Brief: The word "dead" marks the lines to find; copy every such line from the data below.

Dataset entries:

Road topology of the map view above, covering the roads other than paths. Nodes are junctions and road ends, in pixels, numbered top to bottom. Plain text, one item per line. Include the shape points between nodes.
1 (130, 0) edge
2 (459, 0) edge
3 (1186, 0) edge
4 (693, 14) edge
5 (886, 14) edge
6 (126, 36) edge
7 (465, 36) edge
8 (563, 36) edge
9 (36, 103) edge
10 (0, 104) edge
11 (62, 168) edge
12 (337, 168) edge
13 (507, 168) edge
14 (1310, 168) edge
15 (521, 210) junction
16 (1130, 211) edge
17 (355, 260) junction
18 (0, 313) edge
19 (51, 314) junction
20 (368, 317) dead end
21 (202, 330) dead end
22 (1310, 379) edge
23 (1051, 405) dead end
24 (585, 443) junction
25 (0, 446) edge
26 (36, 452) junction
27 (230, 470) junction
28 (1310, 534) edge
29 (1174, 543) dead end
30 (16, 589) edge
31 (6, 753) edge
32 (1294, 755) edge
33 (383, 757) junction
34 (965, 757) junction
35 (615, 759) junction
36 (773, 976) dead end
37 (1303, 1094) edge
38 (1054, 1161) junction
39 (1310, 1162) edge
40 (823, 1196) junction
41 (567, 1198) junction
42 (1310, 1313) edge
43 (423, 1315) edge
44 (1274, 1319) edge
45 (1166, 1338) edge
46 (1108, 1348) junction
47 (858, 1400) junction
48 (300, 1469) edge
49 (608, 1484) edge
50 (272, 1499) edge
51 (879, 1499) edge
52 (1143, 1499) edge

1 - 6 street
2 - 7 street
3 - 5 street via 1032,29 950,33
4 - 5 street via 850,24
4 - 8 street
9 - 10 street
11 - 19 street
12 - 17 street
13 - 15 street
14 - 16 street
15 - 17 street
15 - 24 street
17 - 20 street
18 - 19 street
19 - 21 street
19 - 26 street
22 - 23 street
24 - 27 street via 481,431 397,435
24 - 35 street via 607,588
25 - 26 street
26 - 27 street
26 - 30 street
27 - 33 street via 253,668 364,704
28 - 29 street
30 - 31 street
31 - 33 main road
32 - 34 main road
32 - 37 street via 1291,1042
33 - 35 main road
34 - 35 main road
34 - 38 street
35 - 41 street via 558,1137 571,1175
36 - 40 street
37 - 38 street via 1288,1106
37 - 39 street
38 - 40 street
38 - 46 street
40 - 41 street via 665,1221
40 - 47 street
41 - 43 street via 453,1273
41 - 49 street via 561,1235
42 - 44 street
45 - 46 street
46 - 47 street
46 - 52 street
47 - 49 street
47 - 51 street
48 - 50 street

Response:
20 (368, 317) dead end
21 (202, 330) dead end
23 (1051, 405) dead end
29 (1174, 543) dead end
36 (773, 976) dead end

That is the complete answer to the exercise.